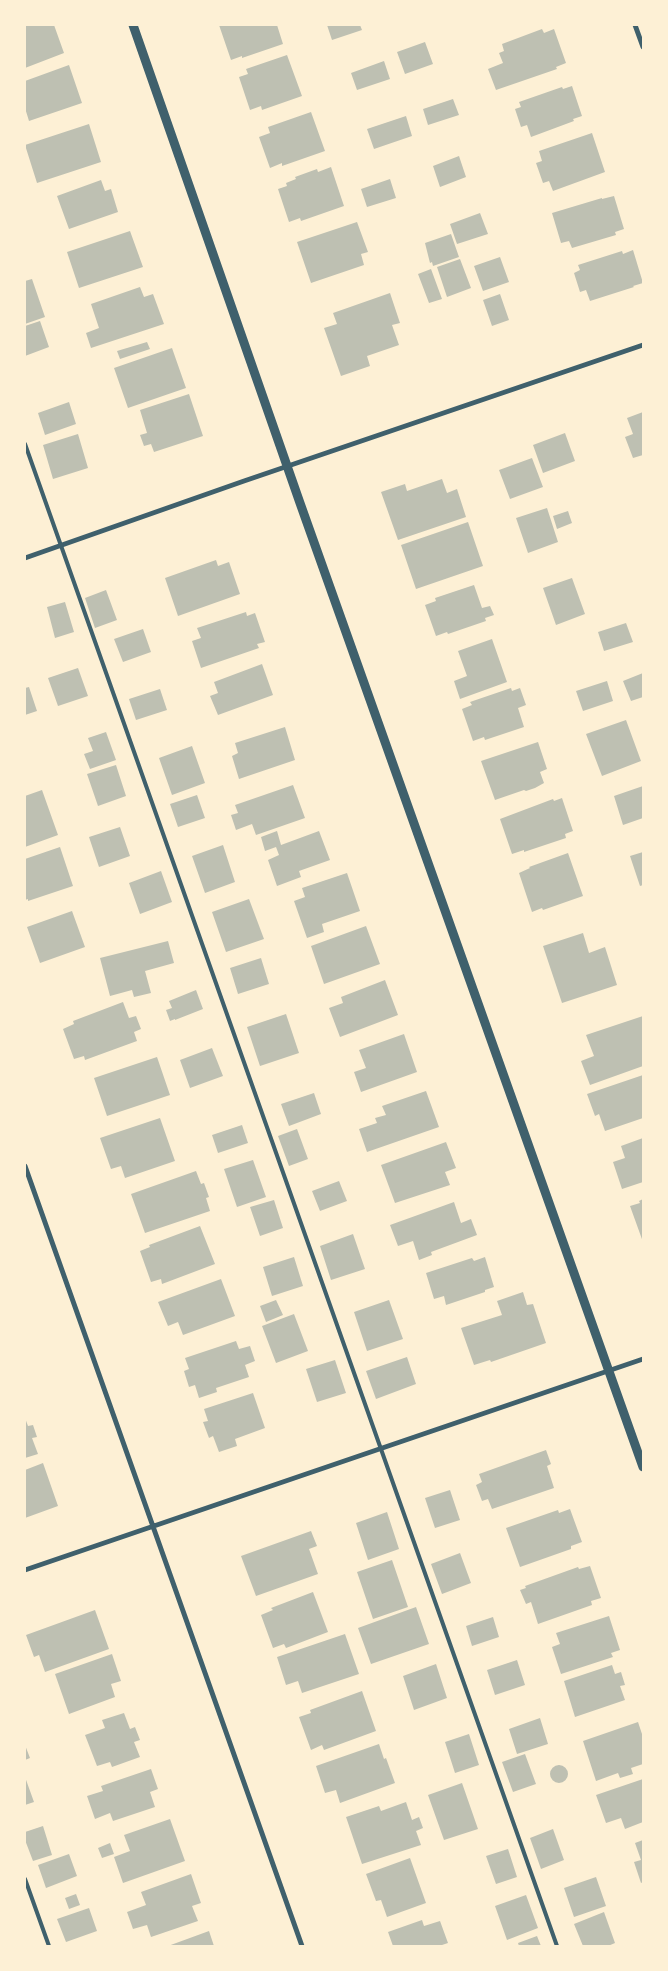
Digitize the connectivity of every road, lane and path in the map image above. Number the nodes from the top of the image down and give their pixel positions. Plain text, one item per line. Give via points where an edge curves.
1 (133, 25) edge
2 (635, 25) edge
3 (643, 47) edge
4 (643, 345) edge
5 (25, 444) edge
6 (288, 466) junction
7 (60, 546) junction
8 (25, 558) edge
9 (25, 1166) edge
10 (643, 1359) edge
11 (609, 1370) junction
12 (380, 1448) junction
13 (643, 1467) edge
14 (154, 1526) junction
15 (25, 1570) edge
16 (25, 1879) edge
17 (49, 1946) edge
18 (302, 1946) edge
19 (557, 1946) edge

1 - 6 street
2 - 3 street
4 - 6 street
5 - 7 lane
6 - 7 street
6 - 11 street
7 - 8 street
7 - 12 lane
9 - 14 street
10 - 11 street
11 - 12 street
11 - 13 street
12 - 14 street
12 - 19 lane
14 - 15 street
14 - 18 street
16 - 17 lane

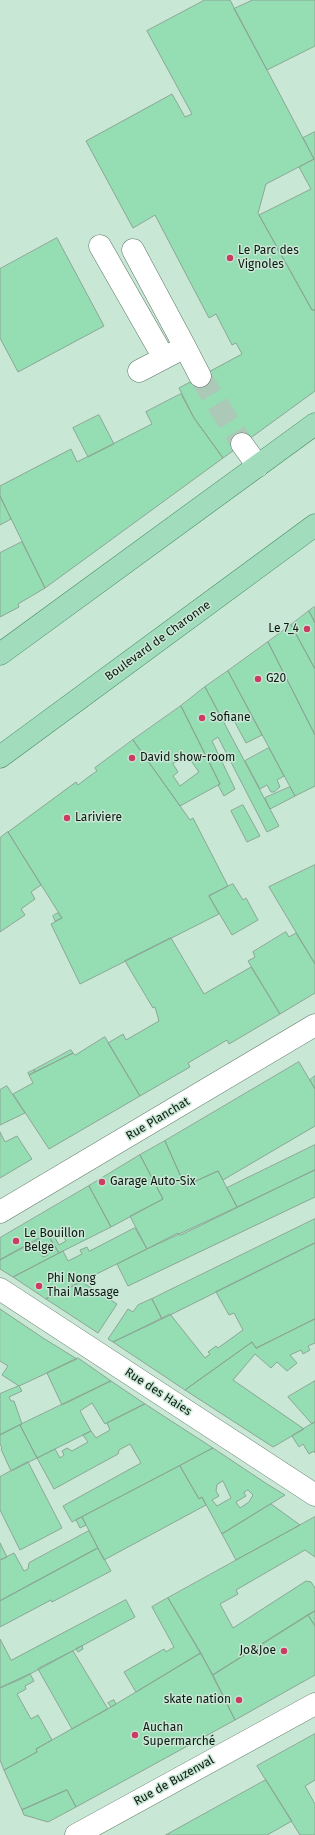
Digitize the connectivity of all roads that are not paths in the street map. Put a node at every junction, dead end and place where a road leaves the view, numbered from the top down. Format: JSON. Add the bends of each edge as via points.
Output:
{"nodes":[{"id":1,"x":100,"y":246,"type":"dead end"},
{"id":2,"x":133,"y":250,"type":"dead end"},
{"id":3,"x":184,"y":347,"type":"junction"},
{"id":4,"x":164,"y":358,"type":"junction"},
{"id":5,"x":139,"y":371,"type":"dead end"},
{"id":6,"x":200,"y":376,"type":"tunnel mouth"},
{"id":7,"x":314,"y":429,"type":"edge"},
{"id":8,"x":242,"y":444,"type":"tunnel mouth"},
{"id":9,"x":258,"y":466,"type":"junction"},
{"id":10,"x":315,"y":525,"type":"edge"},
{"id":11,"x":0,"y":654,"type":"edge"},
{"id":12,"x":0,"y":757,"type":"edge"},
{"id":13,"x":315,"y":1025,"type":"edge"},
{"id":14,"x":0,"y":1212,"type":"edge"},
{"id":15,"x":0,"y":1289,"type":"edge"},
{"id":16,"x":315,"y":1495,"type":"edge"},
{"id":17,"x":315,"y":1704,"type":"edge"},
{"id":18,"x":76,"y":1835,"type":"edge"}],
"edges":[{"from":1,"to":4,"type":"street"},
{"from":2,"to":3,"type":"street"},
{"from":3,"to":4,"type":"street"},
{"from":3,"to":6,"type":"street"},
{"from":4,"to":5,"type":"street"},
{"from":7,"to":9,"type":"main road"},
{"from":8,"to":9,"type":"street"},
{"from":9,"to":11,"type":"main road"},
{"from":10,"to":12,"type":"main road","name":"Boulevard de Charonne"},
{"from":13,"to":14,"type":"street","name":"Rue Planchat"},
{"from":15,"to":16,"type":"street","name":"Rue des Haies"},
{"from":17,"to":18,"type":"street","name":"Rue de Buzenval"}]}
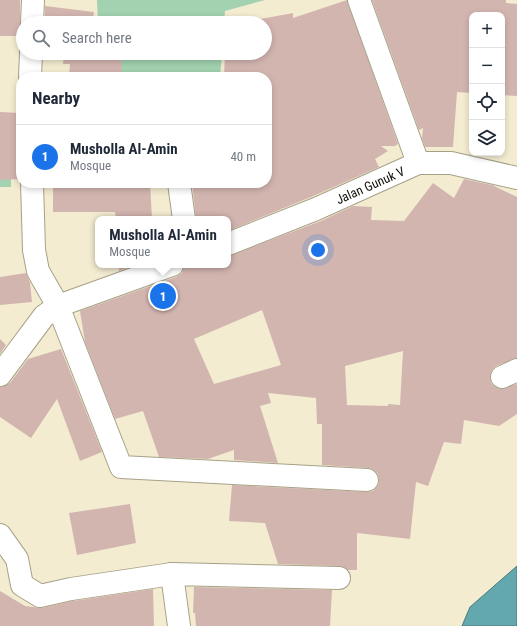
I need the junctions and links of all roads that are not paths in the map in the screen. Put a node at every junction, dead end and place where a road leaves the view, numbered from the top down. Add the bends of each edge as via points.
1 (33, 0) edge
2 (359, 0) edge
3 (32, 16) edge
4 (31, 60) edge
5 (30, 72) edge
6 (418, 163) junction
7 (517, 178) edge
8 (32, 188) edge
9 (180, 188) edge
10 (184, 216) edge
11 (231, 243) edge
12 (164, 268) edge
13 (58, 306) junction
14 (0, 375) edge
15 (367, 480) dead end
16 (0, 535) edge
17 (172, 574) junction
18 (339, 578) dead end
19 (179, 626) edge

1 - 3 street
2 - 6 street
4 - 5 street
6 - 7 street, Jalan Gunuk V via 451,163
6 - 11 street, Jalan Gunuk V via 316,209
8 - 13 street via 34,250 38,271
9 - 10 street
12 - 13 street
13 - 14 street via 44,316
13 - 15 street via 121,467
16 - 17 street via 17,559 22,585 40,596
17 - 18 street
17 - 19 street

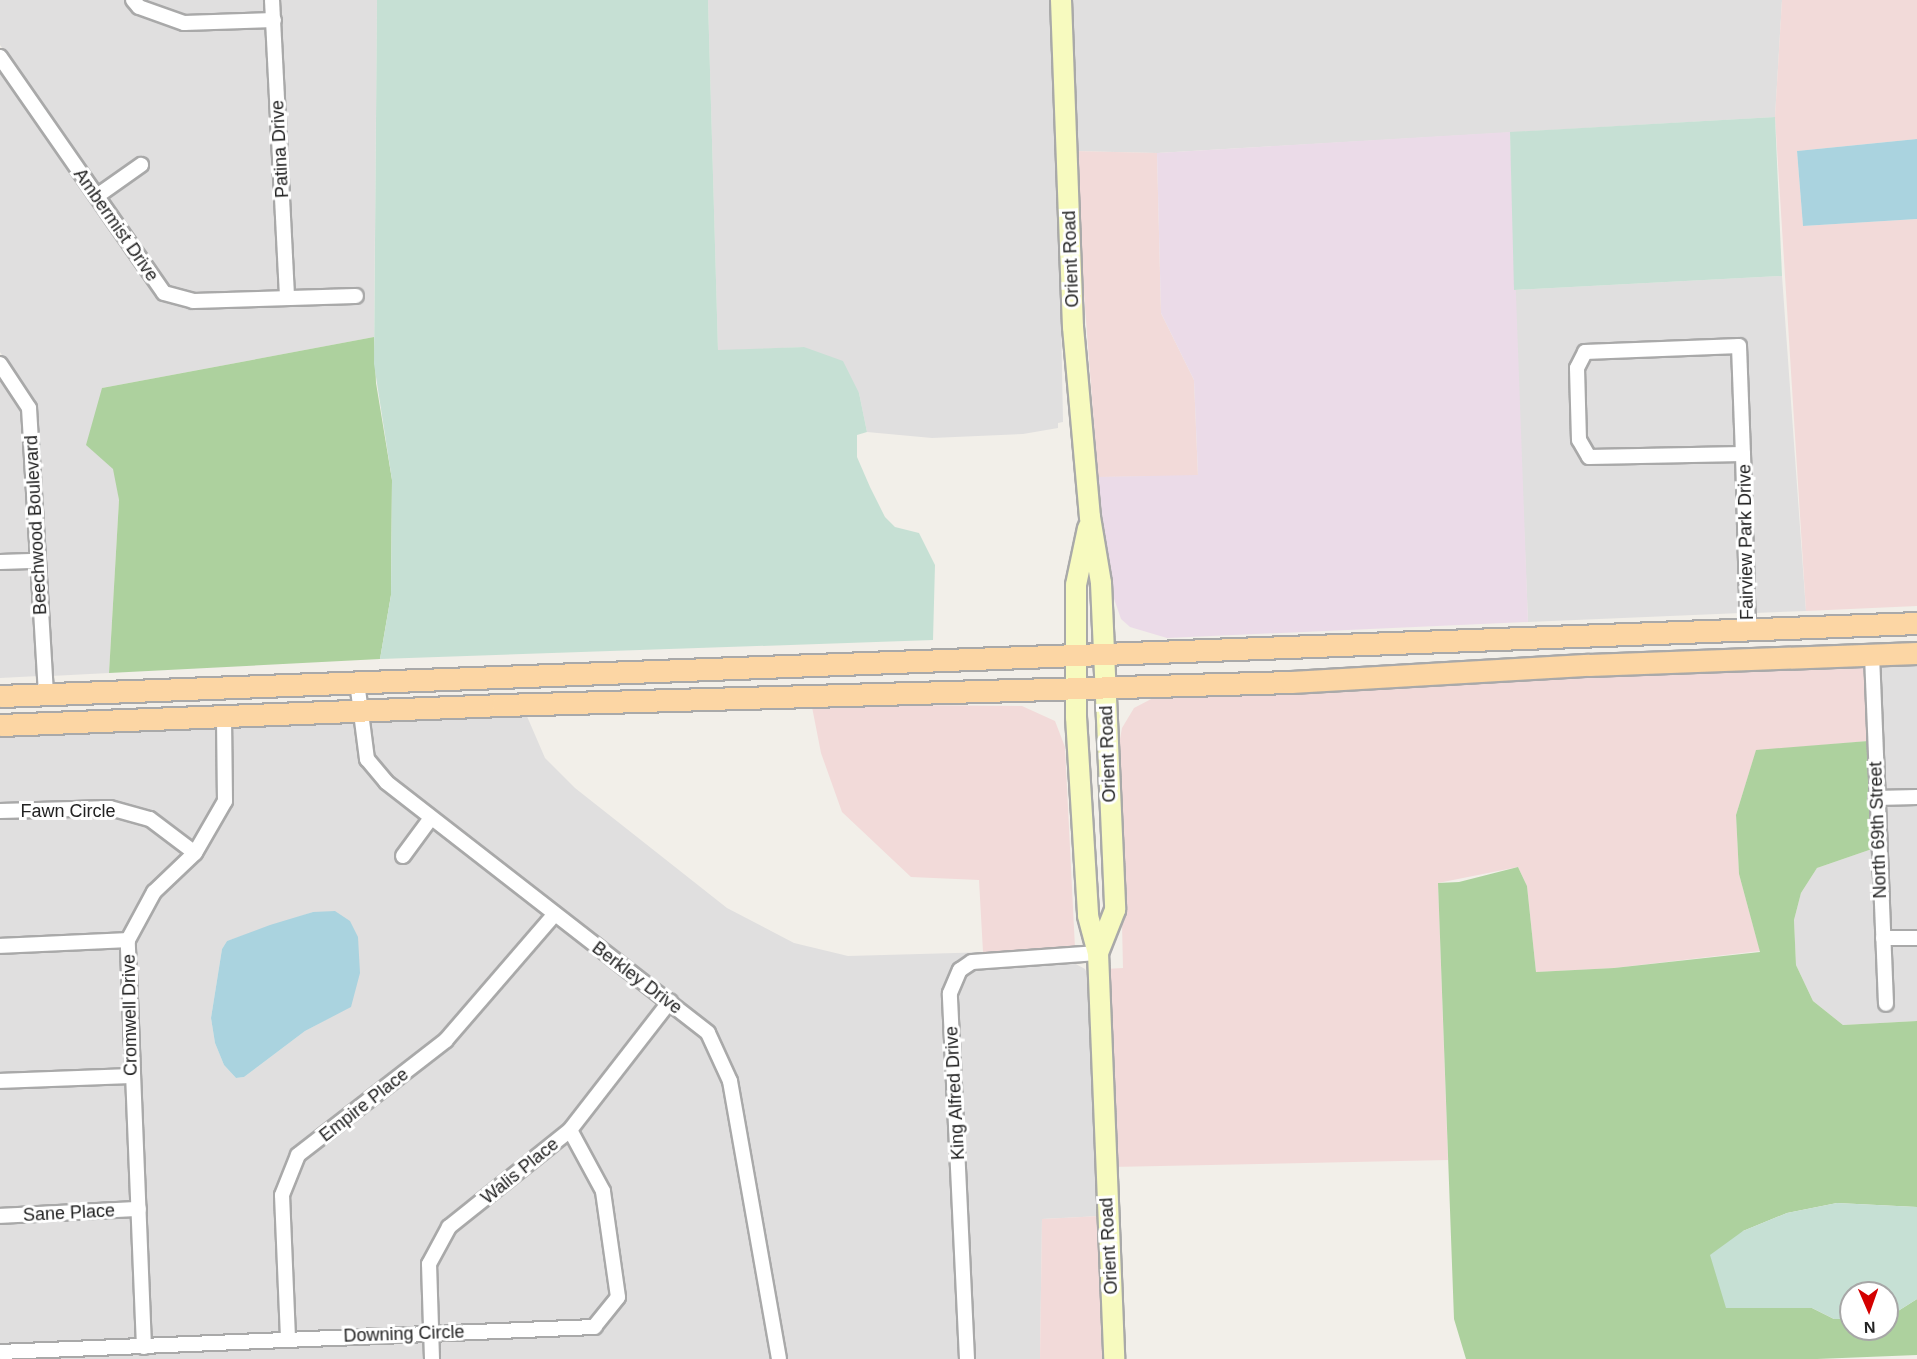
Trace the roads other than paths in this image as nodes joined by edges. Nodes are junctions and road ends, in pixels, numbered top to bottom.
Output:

•••••

• **What to do**
Transcribe each entry above exactly, apart from the pictures.

• **The answer**
Digitize the connectivity of every road, lane and path in the map image above. Number the nodes from the top of the image down and give their pixel positions. Plain text, one item per line. Give via points where an edge curves.
1 (133, 25) edge
2 (635, 25) edge
3 (643, 47) edge
4 (643, 345) edge
5 (25, 444) edge
6 (288, 466) junction
7 (60, 546) junction
8 (25, 558) edge
9 (25, 1166) edge
10 (643, 1359) edge
11 (609, 1370) junction
12 (380, 1448) junction
13 (643, 1467) edge
14 (154, 1526) junction
15 (25, 1570) edge
16 (25, 1879) edge
17 (49, 1946) edge
18 (302, 1946) edge
19 (557, 1946) edge

1 - 6 street
2 - 3 street
4 - 6 street
5 - 7 lane
6 - 7 street
6 - 11 street
7 - 8 street
7 - 12 lane
9 - 14 street
10 - 11 street
11 - 12 street
11 - 13 street
12 - 14 street
12 - 19 lane
14 - 15 street
14 - 18 street
16 - 17 lane

Digitize the connectivity of all roads that are not paths in the street map. Put a node at every junction, dead end and place where a road leaves the view, numbered from the top down. Format: JSON. Add the bends of each edge as via points.
Output:
{"nodes":[{"id":1,"x":100,"y":246,"type":"dead end"},
{"id":2,"x":133,"y":250,"type":"dead end"},
{"id":3,"x":184,"y":347,"type":"junction"},
{"id":4,"x":164,"y":358,"type":"junction"},
{"id":5,"x":139,"y":371,"type":"dead end"},
{"id":6,"x":200,"y":376,"type":"tunnel mouth"},
{"id":7,"x":314,"y":429,"type":"edge"},
{"id":8,"x":242,"y":444,"type":"tunnel mouth"},
{"id":9,"x":258,"y":466,"type":"junction"},
{"id":10,"x":315,"y":525,"type":"edge"},
{"id":11,"x":0,"y":654,"type":"edge"},
{"id":12,"x":0,"y":757,"type":"edge"},
{"id":13,"x":315,"y":1025,"type":"edge"},
{"id":14,"x":0,"y":1212,"type":"edge"},
{"id":15,"x":0,"y":1289,"type":"edge"},
{"id":16,"x":315,"y":1495,"type":"edge"},
{"id":17,"x":315,"y":1704,"type":"edge"},
{"id":18,"x":76,"y":1835,"type":"edge"}],
"edges":[{"from":1,"to":4,"type":"street"},
{"from":2,"to":3,"type":"street"},
{"from":3,"to":4,"type":"street"},
{"from":3,"to":6,"type":"street"},
{"from":4,"to":5,"type":"street"},
{"from":7,"to":9,"type":"main road"},
{"from":8,"to":9,"type":"street"},
{"from":9,"to":11,"type":"main road"},
{"from":10,"to":12,"type":"main road","name":"Boulevard de Charonne"},
{"from":13,"to":14,"type":"street","name":"Rue Planchat"},
{"from":15,"to":16,"type":"street","name":"Rue des Haies"},
{"from":17,"to":18,"type":"street","name":"Rue de Buzenval"}]}
I need the junctions and links of all roads that are not paths in the map in the screen. Put a node at every junction, dead end and place where a road leaves the view, numbered from the top down. Add the bends of each edge as via points.
1 (33, 0) edge
2 (359, 0) edge
3 (32, 16) edge
4 (31, 60) edge
5 (30, 72) edge
6 (418, 163) junction
7 (517, 178) edge
8 (32, 188) edge
9 (180, 188) edge
10 (184, 216) edge
11 (231, 243) edge
12 (164, 268) edge
13 (58, 306) junction
14 (0, 375) edge
15 (367, 480) dead end
16 (0, 535) edge
17 (172, 574) junction
18 (339, 578) dead end
19 (179, 626) edge

1 - 3 street
2 - 6 street
4 - 5 street
6 - 7 street, Jalan Gunuk V via 451,163
6 - 11 street, Jalan Gunuk V via 316,209
8 - 13 street via 34,250 38,271
9 - 10 street
12 - 13 street
13 - 14 street via 44,316
13 - 15 street via 121,467
16 - 17 street via 17,559 22,585 40,596
17 - 18 street
17 - 19 street

Trace the roads other than paths in this image as nodes joined by edges. Nodes are junctions and road ends, in pixels, numbered top to bottom.
Output:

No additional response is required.